> **Working data**:
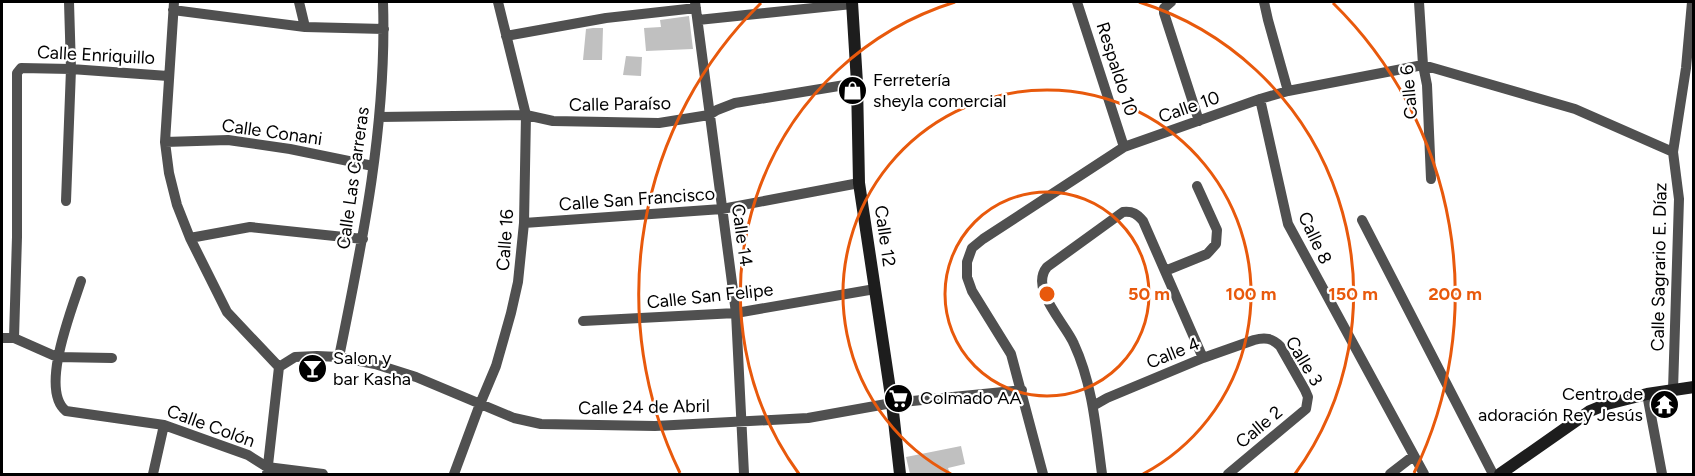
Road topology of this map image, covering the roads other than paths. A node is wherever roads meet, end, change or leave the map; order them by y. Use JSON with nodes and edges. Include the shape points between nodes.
{"nodes":[{"id":1,"x":69,"y":2,"type":"edge"},
{"id":2,"x":299,"y":2,"type":"edge"},
{"id":3,"x":383,"y":2,"type":"edge"},
{"id":4,"x":498,"y":2,"type":"edge"},
{"id":5,"x":1077,"y":2,"type":"edge"},
{"id":6,"x":1171,"y":2,"type":"edge"},
{"id":7,"x":1264,"y":2,"type":"edge"},
{"id":8,"x":1419,"y":2,"type":"edge"},
{"id":9,"x":1692,"y":2,"type":"edge"},
{"id":10,"x":852,"y":3,"type":"edge"},
{"id":11,"x":695,"y":5,"type":"edge"},
{"id":12,"x":173,"y":6,"type":"edge"},
{"id":13,"x":698,"y":20,"type":"junction"},
{"id":14,"x":305,"y":27,"type":"junction"},
{"id":15,"x":384,"y":29,"type":"junction"},
{"id":16,"x":506,"y":36,"type":"junction"},
{"id":17,"x":1423,"y":65,"type":"junction"},
{"id":18,"x":1690,"y":68,"type":"edge"},
{"id":19,"x":71,"y":69,"type":"junction"},
{"id":20,"x":168,"y":76,"type":"junction"},
{"id":21,"x":857,"y":84,"type":"junction"},
{"id":22,"x":1288,"y":91,"type":"junction"},
{"id":23,"x":1260,"y":99,"type":"junction"},
{"id":24,"x":526,"y":115,"type":"junction"},
{"id":25,"x":709,"y":116,"type":"junction"},
{"id":26,"x":379,"y":117,"type":"junction"},
{"id":27,"x":1199,"y":121,"type":"junction"},
{"id":28,"x":165,"y":142,"type":"junction"},
{"id":29,"x":1124,"y":147,"type":"junction"},
{"id":30,"x":1673,"y":152,"type":"junction"},
{"id":31,"x":373,"y":166,"type":"junction"},
{"id":32,"x":1431,"y":179,"type":"dead end"},
{"id":33,"x":859,"y":183,"type":"junction"},
{"id":34,"x":1197,"y":186,"type":"dead end"},
{"id":35,"x":66,"y":201,"type":"dead end"},
{"id":36,"x":722,"y":209,"type":"junction"},
{"id":37,"x":1362,"y":220,"type":"dead end"},
{"id":38,"x":524,"y":224,"type":"junction"},
{"id":39,"x":190,"y":238,"type":"junction"},
{"id":40,"x":363,"y":239,"type":"junction"},
{"id":41,"x":1166,"y":271,"type":"junction"},
{"id":42,"x":81,"y":281,"type":"dead end"},
{"id":43,"x":875,"y":289,"type":"junction"},
{"id":44,"x":736,"y":313,"type":"junction"},
{"id":45,"x":583,"y":321,"type":"dead end"},
{"id":46,"x":2,"y":338,"type":"edge"},
{"id":47,"x":14,"y":338,"type":"junction"},
{"id":48,"x":1269,"y":339,"type":"joint"},
{"id":49,"x":57,"y":357,"type":"junction"},
{"id":50,"x":339,"y":357,"type":"junction"},
{"id":51,"x":112,"y":358,"type":"dead end"},
{"id":52,"x":1203,"y":358,"type":"junction"},
{"id":53,"x":279,"y":367,"type":"junction"},
{"id":54,"x":1694,"y":387,"type":"edge"},
{"id":55,"x":1022,"y":390,"type":"junction"},
{"id":56,"x":1673,"y":390,"type":"junction"},
{"id":57,"x":1647,"y":394,"type":"junction"},
{"id":58,"x":892,"y":403,"type":"junction"},
{"id":59,"x":1308,"y":403,"type":"joint"},
{"id":60,"x":480,"y":404,"type":"junction"},
{"id":61,"x":1093,"y":406,"type":"junction"},
{"id":62,"x":741,"y":421,"type":"junction"},
{"id":63,"x":164,"y":425,"type":"junction"},
{"id":64,"x":1412,"y":457,"type":"junction"},
{"id":65,"x":267,"y":470,"type":"edge"},
{"id":66,"x":153,"y":474,"type":"edge"},
{"id":67,"x":323,"y":474,"type":"edge"},
{"id":68,"x":454,"y":474,"type":"edge"},
{"id":69,"x":744,"y":474,"type":"edge"},
{"id":70,"x":900,"y":474,"type":"edge"},
{"id":71,"x":1043,"y":474,"type":"edge"},
{"id":72,"x":1102,"y":474,"type":"edge"},
{"id":73,"x":1228,"y":474,"type":"edge"},
{"id":74,"x":1390,"y":474,"type":"edge"},
{"id":75,"x":1424,"y":474,"type":"edge"},
{"id":76,"x":1493,"y":474,"type":"edge"},
{"id":77,"x":1500,"y":474,"type":"edge"},
{"id":78,"x":1662,"y":474,"type":"edge"}],
"edges":[{"from":1,"to":19,"type":"street"},
{"from":2,"to":14,"type":"street"},
{"from":3,"to":15,"type":"street","name":"Calle Las Carreras"},
{"from":4,"to":16,"type":"street","name":"Calle 16"},
{"from":5,"to":29,"type":"street","name":"Respaldo 10"},
{"from":6,"to":27,"type":"street","via":[[1164,13]]},
{"from":7,"to":22,"type":"street"},
{"from":8,"to":17,"type":"street","name":"Calle 6"},
{"from":9,"to":18,"type":"street","name":"Calle Sagrario E. Díaz"},
{"from":10,"to":13,"type":"street"},
{"from":10,"to":21,"type":"main road","name":"Calle 12"},
{"from":11,"to":13,"type":"street","name":"Calle 14"},
{"from":11,"to":16,"type":"street"},
{"from":12,"to":14,"type":"street"},
{"from":12,"to":20,"type":"street"},
{"from":13,"to":25,"type":"street","name":"Calle 14"},
{"from":14,"to":15,"type":"street"},
{"from":15,"to":26,"type":"street","name":"Calle Las Carreras"},
{"from":16,"to":24,"type":"street","name":"Calle 16"},
{"from":17,"to":22,"type":"street","name":"Calle 10"},
{"from":17,"to":30,"type":"street","name":"Calle 10","via":[[1575,109]]},
{"from":17,"to":32,"type":"street","name":"Calle 6"},
{"from":18,"to":30,"type":"street","name":"Calle Sagrario E. Díaz"},
{"from":19,"to":20,"type":"street","name":"Calle Enriquillo"},
{"from":19,"to":35,"type":"street"},
{"from":19,"to":47,"type":"street","name":"Calle Enriquillo","via":[[21,68],[16,73]]},
{"from":20,"to":28,"type":"street"},
{"from":21,"to":25,"type":"street","name":"Calle Paraíso","via":[[735,103]]},
{"from":21,"to":33,"type":"main road","name":"Calle 12"},
{"from":22,"to":23,"type":"street","name":"Calle 10"},
{"from":23,"to":27,"type":"street","name":"Calle 10"},
{"from":23,"to":64,"type":"street","name":"Calle 8","via":[[1288,224]]},
{"from":24,"to":25,"type":"street","name":"Calle Paraíso","via":[[584,123],[659,123]]},
{"from":24,"to":26,"type":"street","name":"Calle Paraíso"},
{"from":24,"to":38,"type":"street","name":"Calle 16"},
{"from":25,"to":36,"type":"street","name":"Calle 14"},
{"from":26,"to":31,"type":"street","name":"Calle Las Carreras"},
{"from":27,"to":29,"type":"street","name":"Calle 10"},
{"from":28,"to":31,"type":"street","name":"Calle Conani","via":[[228,140],[290,148]]},
{"from":28,"to":39,"type":"street","via":[[177,206]]},
{"from":29,"to":55,"type":"street","name":"Calle 10","via":[[972,248],[967,277],[1011,354]]},
{"from":30,"to":56,"type":"street","name":"Calle Sagrario E. Díaz","via":[[1679,199]]},
{"from":31,"to":40,"type":"street","name":"Calle Las Carreras"},
{"from":33,"to":36,"type":"street","name":"Calle San Francisco"},
{"from":33,"to":43,"type":"main road","name":"Calle 12"},
{"from":34,"to":41,"type":"street","via":[[1217,230],[1216,244],[1207,254]]},
{"from":36,"to":38,"type":"street","name":"Calle San Francisco"},
{"from":36,"to":44,"type":"street","name":"Calle 14"},
{"from":37,"to":76,"type":"street"},
{"from":38,"to":60,"type":"street","name":"Calle 16","via":[[511,314]]},
{"from":39,"to":40,"type":"street","via":[[250,227]]},
{"from":39,"to":53,"type":"street","via":[[227,312]]},
{"from":40,"to":50,"type":"street","name":"Calle Las Carreras"},
{"from":41,"to":52,"type":"street"},
{"from":41,"to":61,"type":"street","via":[[1143,221],[1130,211],[1117,216],[1042,273],[1044,293],[1074,343]]},
{"from":42,"to":49,"type":"street"},
{"from":43,"to":44,"type":"street","name":"Calle San Felipe"},
{"from":43,"to":58,"type":"main road","name":"Calle 12"},
{"from":44,"to":45,"type":"street","name":"Calle San Felipe"},
{"from":44,"to":62,"type":"street","name":"Calle 14"},
{"from":46,"to":47,"type":"street"},
{"from":47,"to":49,"type":"street"},
{"from":48,"to":52,"type":"street","name":"Calle 4","via":[[1254,340]]},
{"from":48,"to":59,"type":"street","name":"Calle 3","via":[[1280,346],[1305,390]]},
{"from":49,"to":51,"type":"street"},
{"from":49,"to":63,"type":"street","name":"Calle Colón","via":[[57,399],[66,411]]},
{"from":50,"to":53,"type":"street","name":"Calle 24 de Abril","via":[[295,357]]},
{"from":50,"to":60,"type":"street","name":"Calle 24 de Abril","via":[[416,377]]},
{"from":52,"to":61,"type":"street","name":"Calle 4"},
{"from":53,"to":65,"type":"street"},
{"from":54,"to":56,"type":"main road"},
{"from":55,"to":58,"type":"street","name":"Calle 24 de Abril"},
{"from":55,"to":71,"type":"street","name":"Calle 10"},
{"from":56,"to":57,"type":"main road"},
{"from":57,"to":77,"type":"main road","via":[[1590,411]]},
{"from":57,"to":78,"type":"street"},
{"from":58,"to":62,"type":"street","name":"Calle 24 de Abril","via":[[808,418]]},
{"from":58,"to":70,"type":"main road","name":"Calle 12"},
{"from":59,"to":73,"type":"street","name":"Calle 2"},
{"from":60,"to":62,"type":"street","name":"Calle 24 de Abril","via":[[541,424],[656,426]]},
{"from":60,"to":68,"type":"street","name":"Calle 16"},
{"from":61,"to":72,"type":"street"},
{"from":62,"to":69,"type":"street","name":"Calle 14"},
{"from":63,"to":65,"type":"street","name":"Calle Colón","via":[[248,455]]},
{"from":63,"to":66,"type":"street"},
{"from":64,"to":74,"type":"street"},
{"from":64,"to":75,"type":"street","name":"Calle 8"},
{"from":65,"to":67,"type":"street","name":"Calle Colón"}]}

> **Work task**:
Exactly one number should be given, showing how many lines of the material above contain the string "nodes".

> **Answer**:
2